- _Activity_
Find the line containing "middle mcp: (1039, 806)" in the entries below. Restate it and each line after it, word for word, up to and including the line containing "pinky dip: (1030, 701)".

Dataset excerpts
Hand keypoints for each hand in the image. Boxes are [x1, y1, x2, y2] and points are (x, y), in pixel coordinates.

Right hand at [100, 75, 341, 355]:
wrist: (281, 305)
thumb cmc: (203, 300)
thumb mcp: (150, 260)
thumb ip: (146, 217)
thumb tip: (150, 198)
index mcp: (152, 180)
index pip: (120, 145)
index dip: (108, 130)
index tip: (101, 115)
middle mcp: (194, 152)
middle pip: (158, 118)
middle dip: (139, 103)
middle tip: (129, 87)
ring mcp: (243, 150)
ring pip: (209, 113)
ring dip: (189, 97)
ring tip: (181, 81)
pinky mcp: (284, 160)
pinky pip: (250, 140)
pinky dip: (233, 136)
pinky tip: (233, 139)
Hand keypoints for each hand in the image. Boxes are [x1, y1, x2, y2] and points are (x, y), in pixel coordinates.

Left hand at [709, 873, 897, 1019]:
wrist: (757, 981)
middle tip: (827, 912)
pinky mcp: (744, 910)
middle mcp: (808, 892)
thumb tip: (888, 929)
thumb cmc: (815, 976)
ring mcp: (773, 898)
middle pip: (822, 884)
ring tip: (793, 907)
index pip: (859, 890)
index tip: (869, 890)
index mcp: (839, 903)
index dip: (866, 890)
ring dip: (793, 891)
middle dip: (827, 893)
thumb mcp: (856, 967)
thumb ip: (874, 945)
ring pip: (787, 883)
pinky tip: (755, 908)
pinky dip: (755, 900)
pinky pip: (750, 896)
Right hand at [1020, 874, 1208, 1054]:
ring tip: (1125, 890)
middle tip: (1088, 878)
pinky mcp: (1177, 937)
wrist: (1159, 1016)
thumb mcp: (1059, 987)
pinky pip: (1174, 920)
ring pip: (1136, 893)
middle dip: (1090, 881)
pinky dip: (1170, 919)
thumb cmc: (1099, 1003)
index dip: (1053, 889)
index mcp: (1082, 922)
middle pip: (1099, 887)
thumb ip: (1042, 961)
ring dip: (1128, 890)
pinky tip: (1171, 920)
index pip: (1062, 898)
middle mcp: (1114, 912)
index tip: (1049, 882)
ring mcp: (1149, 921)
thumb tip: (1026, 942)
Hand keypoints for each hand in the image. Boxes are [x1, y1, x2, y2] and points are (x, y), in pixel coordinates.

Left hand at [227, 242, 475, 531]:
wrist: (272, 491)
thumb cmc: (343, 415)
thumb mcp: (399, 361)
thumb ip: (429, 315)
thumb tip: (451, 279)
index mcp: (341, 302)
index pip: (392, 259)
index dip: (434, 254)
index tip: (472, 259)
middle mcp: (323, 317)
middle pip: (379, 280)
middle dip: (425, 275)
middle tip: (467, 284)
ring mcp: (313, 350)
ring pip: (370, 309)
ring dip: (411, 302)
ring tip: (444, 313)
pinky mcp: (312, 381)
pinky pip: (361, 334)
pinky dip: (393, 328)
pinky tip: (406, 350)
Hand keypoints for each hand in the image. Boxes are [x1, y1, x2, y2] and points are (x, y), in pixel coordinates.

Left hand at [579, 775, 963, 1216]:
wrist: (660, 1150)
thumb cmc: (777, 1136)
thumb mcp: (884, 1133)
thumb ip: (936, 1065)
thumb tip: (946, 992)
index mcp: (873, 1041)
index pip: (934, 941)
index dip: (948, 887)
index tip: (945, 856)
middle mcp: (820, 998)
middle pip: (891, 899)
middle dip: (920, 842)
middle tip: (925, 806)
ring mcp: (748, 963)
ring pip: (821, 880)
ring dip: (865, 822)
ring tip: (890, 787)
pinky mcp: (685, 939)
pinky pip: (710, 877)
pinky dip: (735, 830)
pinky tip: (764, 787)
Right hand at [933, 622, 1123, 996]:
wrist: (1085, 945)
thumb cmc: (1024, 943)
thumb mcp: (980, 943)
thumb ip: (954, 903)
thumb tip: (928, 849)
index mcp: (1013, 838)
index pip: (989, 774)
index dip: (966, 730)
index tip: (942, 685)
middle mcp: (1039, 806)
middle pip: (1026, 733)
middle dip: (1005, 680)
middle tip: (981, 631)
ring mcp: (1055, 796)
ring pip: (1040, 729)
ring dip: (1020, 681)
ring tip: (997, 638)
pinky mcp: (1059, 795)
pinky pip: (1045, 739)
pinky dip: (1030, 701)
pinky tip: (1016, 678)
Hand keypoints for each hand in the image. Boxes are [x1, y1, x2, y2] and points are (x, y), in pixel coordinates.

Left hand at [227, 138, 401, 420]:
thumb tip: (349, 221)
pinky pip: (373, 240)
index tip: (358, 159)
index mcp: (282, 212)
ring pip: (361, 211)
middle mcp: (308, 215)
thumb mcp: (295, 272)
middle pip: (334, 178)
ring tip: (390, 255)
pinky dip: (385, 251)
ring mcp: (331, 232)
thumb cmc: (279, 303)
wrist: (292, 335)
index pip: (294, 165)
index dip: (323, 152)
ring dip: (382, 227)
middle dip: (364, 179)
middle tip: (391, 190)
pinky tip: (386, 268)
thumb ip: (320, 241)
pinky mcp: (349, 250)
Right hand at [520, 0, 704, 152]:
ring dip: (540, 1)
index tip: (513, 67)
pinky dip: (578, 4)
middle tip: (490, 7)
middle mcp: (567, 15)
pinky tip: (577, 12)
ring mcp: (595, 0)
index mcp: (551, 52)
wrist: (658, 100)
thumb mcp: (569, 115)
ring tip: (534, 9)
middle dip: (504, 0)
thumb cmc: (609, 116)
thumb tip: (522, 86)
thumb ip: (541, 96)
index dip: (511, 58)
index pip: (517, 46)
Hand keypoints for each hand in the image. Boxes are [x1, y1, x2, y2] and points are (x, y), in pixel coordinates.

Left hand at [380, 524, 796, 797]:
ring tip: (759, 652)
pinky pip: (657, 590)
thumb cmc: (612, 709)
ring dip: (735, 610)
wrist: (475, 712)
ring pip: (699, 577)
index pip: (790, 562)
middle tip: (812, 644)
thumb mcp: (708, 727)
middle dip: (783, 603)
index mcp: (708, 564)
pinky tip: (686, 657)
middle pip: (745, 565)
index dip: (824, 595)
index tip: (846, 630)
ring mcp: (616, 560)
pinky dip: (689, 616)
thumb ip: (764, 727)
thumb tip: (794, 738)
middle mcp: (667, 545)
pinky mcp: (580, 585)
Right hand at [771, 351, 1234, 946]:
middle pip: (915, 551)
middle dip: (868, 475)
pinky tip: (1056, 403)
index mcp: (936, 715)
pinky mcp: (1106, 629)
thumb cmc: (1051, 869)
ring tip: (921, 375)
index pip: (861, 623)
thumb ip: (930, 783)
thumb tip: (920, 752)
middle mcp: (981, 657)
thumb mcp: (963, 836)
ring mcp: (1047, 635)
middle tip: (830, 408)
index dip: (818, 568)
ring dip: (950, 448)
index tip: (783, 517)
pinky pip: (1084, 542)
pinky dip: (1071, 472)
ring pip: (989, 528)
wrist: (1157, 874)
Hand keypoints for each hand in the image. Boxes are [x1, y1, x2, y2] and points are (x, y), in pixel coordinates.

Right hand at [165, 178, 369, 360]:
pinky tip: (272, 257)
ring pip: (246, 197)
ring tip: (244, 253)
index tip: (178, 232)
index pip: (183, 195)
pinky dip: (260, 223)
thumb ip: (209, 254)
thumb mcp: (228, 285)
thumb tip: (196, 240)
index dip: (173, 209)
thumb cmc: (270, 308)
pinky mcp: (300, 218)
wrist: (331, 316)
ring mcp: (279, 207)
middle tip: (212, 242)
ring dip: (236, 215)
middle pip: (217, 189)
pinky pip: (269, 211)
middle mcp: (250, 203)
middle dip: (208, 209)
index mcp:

- _Answer box_
middle mcp: (1039, 806)
middle pip: (1026, 733)
middle dip: (1005, 680)
middle tip: (981, 631)
ring mcp: (1055, 796)
ring pip: (1040, 729)
ring dip: (1020, 681)
ring tip: (997, 638)
pinky mcp: (1059, 795)
pinky pip: (1045, 739)
pinky dip: (1030, 701)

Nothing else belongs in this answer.